Death Metal: Violent Sexism and Why Race Matters

(TW: Sexual Assault, Rape)

By now, everyone’s heard about the release of Kanye West’s most recent output, The Life of Pablo, and while many are divided on the quality of its musical content, there are also plenty of people who are, in a world that is increasingly aware, pointing out some of the blatant sexism that is, and has been, evident in Kanye West’s lyrical work.

In itself, this is not an issue. It says a lot that more and more people are getting fed up with the way women are portrayed and defamed in these songs. It’s a good thing. However, the issue arises when people continue to criticize black artists, mostly in Hip-Hop, about the sexism in their lyrics, while failing to criticize or even acknowledge the even more rampant and dangerous misogyny in other genres which, as a matter of fact, are primarily white. I’m referring, in particular, to varieties of Death Metal music, namely Grindcore and Brutal Death Metal, as well as related genres.
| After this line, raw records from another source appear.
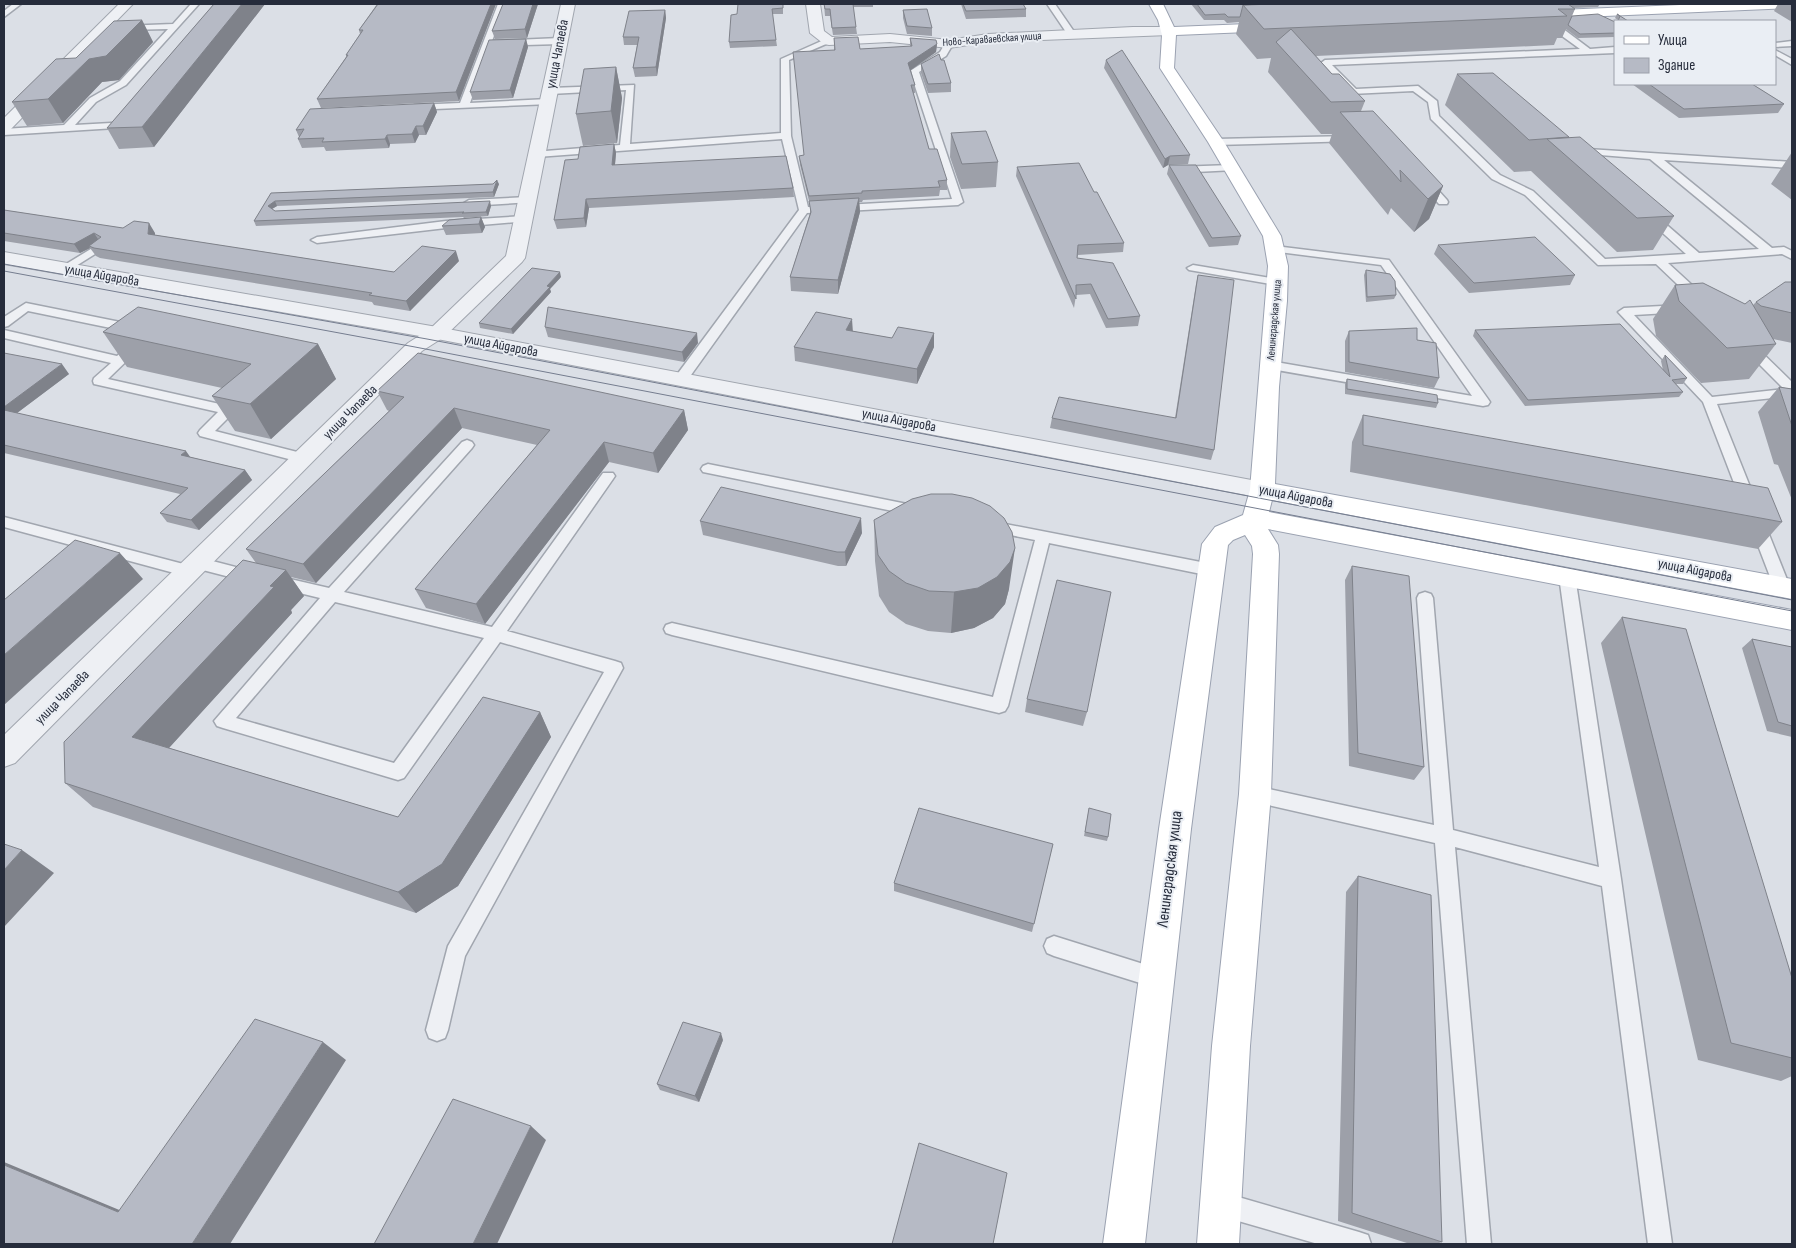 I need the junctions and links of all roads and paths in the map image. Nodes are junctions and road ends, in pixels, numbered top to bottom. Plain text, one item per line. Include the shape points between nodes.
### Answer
1 (18, 4) edge
2 (126, 4) edge
3 (195, 4) edge
4 (502, 4) edge
5 (568, 4) edge
6 (813, 4) edge
7 (1050, 4) edge
8 (1156, 4) edge
9 (1792, 4) edge
10 (1697, 6) edge
11 (4, 15) edge
12 (1271, 15) edge
13 (1539, 15) junction
14 (1520, 16) edge
15 (199, 17) dead end
16 (183, 18) junction
17 (176, 26) junction
18 (1286, 26) joint
19 (99, 30) junction
20 (1169, 31) junction
21 (1071, 33) junction
22 (829, 41) junction
23 (560, 42) junction
24 (487, 44) junction
25 (949, 44) junction
26 (1792, 44) edge
27 (1776, 45) edge
28 (1614, 50) edge
29 (1589, 52) junction
30 (1776, 53) edge
31 (1792, 62) edge
32 (549, 97) junction
33 (464, 106) junction
34 (406, 109) edge
35 (138, 118) edge
36 (4, 127) edge
37 (67, 128) junction
38 (4, 132) edge
39 (786, 136) junction
40 (1359, 139) edge
41 (1216, 142) junction
42 (625, 148) junction
43 (538, 154) junction
44 (1653, 156) junction
45 (1588, 162) edge
46 (1792, 165) edge
47 (1231, 168) junction
48 (1168, 170) edge
49 (1417, 173) edge
50 (1443, 202) dead end
51 (460, 203) edge
52 (1639, 206) edge
53 (526, 210) junction
54 (804, 210) junction
55 (317, 240) dead end
56 (99, 246) edge
57 (1275, 249) junction
58 (1769, 251) junction
59 (1792, 256) edge
60 (1696, 257) junction
61 (4, 258) edge
62 (1659, 260) junction
63 (1193, 268) dead end
64 (64, 269) junction
65 (1278, 282) junction
66 (4, 323) edge
67 (437, 333) junction
68 (4, 334) edge
69 (1736, 334) edge
70 (120, 361) junction
71 (1270, 365) junction
72 (681, 379) junction
73 (1792, 391) edge
74 (1709, 400) junction
75 (467, 445) dead end
76 (304, 458) junction
77 (708, 469) dead end
78 (608, 476) dead end
79 (1727, 493) edge
80 (1746, 496) junction
81 (1258, 504) junction
82 (928, 514) edge
83 (4, 522) edge
84 (976, 524) edge
85 (1043, 537) junction
86 (94, 546) junction
87 (79, 559) edge
88 (193, 567) junction
89 (1211, 570) junction
90 (1567, 576) junction
91 (1787, 588) edge
92 (331, 596) junction
93 (1425, 598) dead end
94 (1792, 620) edge
95 (672, 629) dead end
96 (495, 634) junction
97 (4, 754) edge
98 (1255, 794) junction
99 (1444, 836) junction
100 (1611, 879) junction
101 (1054, 946) dead end
102 (1156, 978) junction
103 (437, 1030) dead end
104 (1221, 1204) junction
105 (1124, 1244) edge
106 (1218, 1244) edge
107 (1359, 1244) edge
108 (1479, 1244) edge
109 (1660, 1244) edge

1 - 11 lane
2 - 19 street
3 - 16 lane
4 - 24 lane
5 - 23 street, улица Чапаева
6 - 22 street via 817,33
7 - 21 lane
8 - 20 main road
9 - 10 main road
10 - 13 main road via 1603,17
12 - 18 lane
13 - 14 main road
13 - 29 lane
15 - 16 lane
16 - 17 lane
17 - 19 lane
17 - 37 lane via 122,83 93,100
18 - 20 main road
19 - 36 street
20 - 21 street, Ново-Караваевская улица
20 - 41 main road, Ленинградская улица via 1168,68
21 - 25 street, Ново-Караваевская улица
22 - 25 street, Ново-Караваевская улица via 890,38
22 - 39 lane via 785,59
23 - 24 lane
23 - 32 street, улица Чапаева
24 - 33 lane
25 - 54 lane via 943,54 914,71 958,202
26 - 27 lane
28 - 29 lane
29 - 62 lane via 1325,64 1354,92 1415,88 1437,101 1434,117 1496,177 1530,193 1602,263
30 - 31 lane
32 - 33 lane
32 - 42 lane via 631,87
32 - 43 street, улица Чапаева
33 - 34 lane
35 - 37 lane via 132,125
37 - 38 lane
39 - 42 lane
39 - 54 lane
40 - 41 lane
41 - 47 main road, Ленинградская улица
42 - 43 lane
43 - 53 street, улица Чапаева
44 - 45 lane via 1570,149
44 - 46 lane
44 - 58 lane
47 - 48 lane
47 - 57 main road, Ленинградская улица via 1272,236
49 - 50 lane
51 - 53 lane
52 - 60 lane
53 - 55 lane via 406,231
53 - 67 street, улица Чапаева via 516,258
54 - 72 lane
56 - 64 lane
57 - 65 main road, Ленинградская улица
57 - 71 lane via 1385,262 1482,402
58 - 59 lane via 1784,250
58 - 60 lane
60 - 62 lane
61 - 64 street, улица Айдарова
62 - 74 lane via 1707,307 1624,312
63 - 65 lane
64 - 67 street, улица Айдарова
65 - 71 main road, Ленинградская улица
66 - 70 lane via 26,307 146,334
67 - 72 street, улица Айдарова
67 - 76 street, улица Чапаева via 415,347
68 - 70 lane
69 - 73 lane
70 - 76 lane via 99,381 228,410 205,433
71 - 81 main road, Ленинградская улица
72 - 81 street, улица Айдарова
73 - 74 lane
74 - 80 lane
75 - 92 lane
76 - 88 street, улица Чапаева
77 - 82 lane
78 - 96 lane
79 - 80 lane
80 - 91 lane
81 - 89 main road, Ленинградская улица via 1248,524 1228,530 1218,538 1214,544
81 - 90 main road, улица Айдарова
81 - 91 main road, улица Айдарова
81 - 98 main road, Ленинградская улица via 1255,527 1266,554
83 - 86 lane
84 - 85 lane
85 - 89 lane
85 - 95 lane via 999,706
86 - 87 lane
86 - 88 lane
88 - 92 lane
88 - 97 street, улица Чапаева
89 - 102 main road, Ленинградская улица
90 - 94 main road, улица Айдарова
90 - 100 lane
92 - 96 lane
92 - 96 lane via 223,721 398,772
93 - 99 lane
96 - 103 lane via 615,668 454,953
98 - 99 lane
98 - 104 main road, Ленинградская улица via 1231,1046
99 - 100 lane
99 - 108 lane
100 - 109 lane
101 - 102 lane
102 - 105 main road, Ленинградская улица
104 - 106 main road, Ленинградская улица
104 - 107 lane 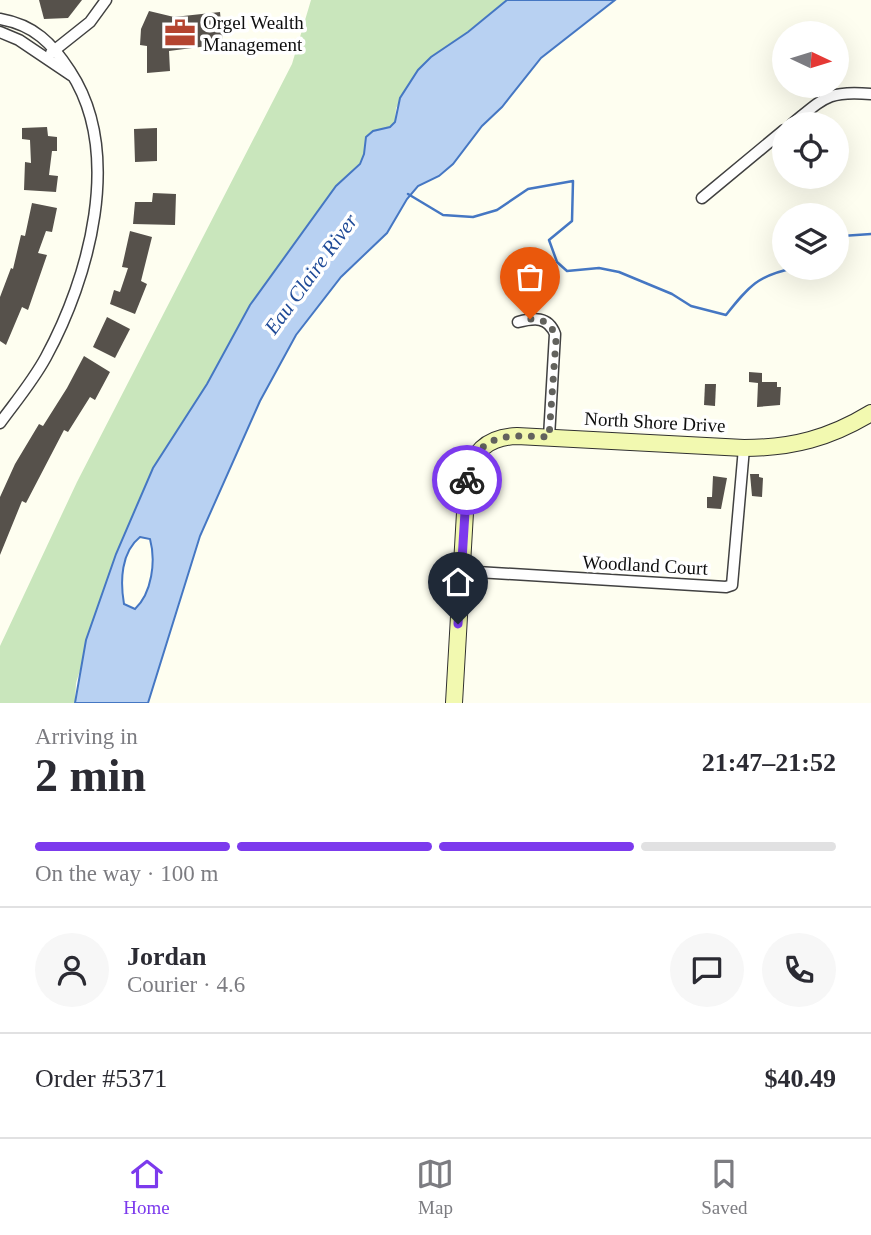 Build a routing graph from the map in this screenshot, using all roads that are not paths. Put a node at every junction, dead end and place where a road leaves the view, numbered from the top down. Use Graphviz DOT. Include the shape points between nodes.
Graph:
graph roads {
  1 [pos="106,0"];
  2 [pos="0,19"];
  3 [pos="0,32"];
  4 [pos="55,48"];
  5 [pos="46,57"];
  6 [pos="76,79"];
  7 [pos="871,94"];
  8 [pos="807,112"];
  9 [pos="772,140"];
  10 [pos="702,198"];
  11 [pos="518,322"];
  12 [pos="871,413"];
  13 [pos="0,423"];
  14 [pos="549,437"];
  15 [pos="744,448"];
  16 [pos="461,572"];
  17 [pos="454,703"];
  1 -- 4 [label="street" via="90,22"];
  2 -- 4 [label="street" via="27,27"];
  3 -- 5 [label="street"];
  4 -- 5 [label="street"];
  4 -- 6 [label="street"];
  5 -- 6 [label="street"];
  6 -- 13 [label="street" via="96,139 89,246 76,292 55,339"];
  7 -- 8 [label="street" via="829,95"];
  9 -- 10 [label="street"];
  11 -- 14 [label="street" via="542,320 555,334"];
  12 -- 15 [label="street, North Shore Drive" via="838,432 810,441"];
  14 -- 15 [label="street, North Shore Drive"];
  14 -- 16 [label="street, North Shore Drive" via="505,436 476,453 467,478"];
  15 -- 16 [label="street, Woodland Court" via="732,585"];
  16 -- 17 [label="street, North Shore Drive"];
}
Over and over again, articles and posts on social media criticizing black artists for sexism surface online, while for Metal music, these occurrences are far more rare. This phenomenon continues to occur despite the fact that many Metal artists (particularly those writing in the various Death Metal idioms) write lyrics that are explicitly and shamelessly violent toward women. While it’s not okay when Snoop Dogg refers to women as objective “bitches and hoes,” he, at least, never spins a yarn about raping, torturing, and violently mutilating them.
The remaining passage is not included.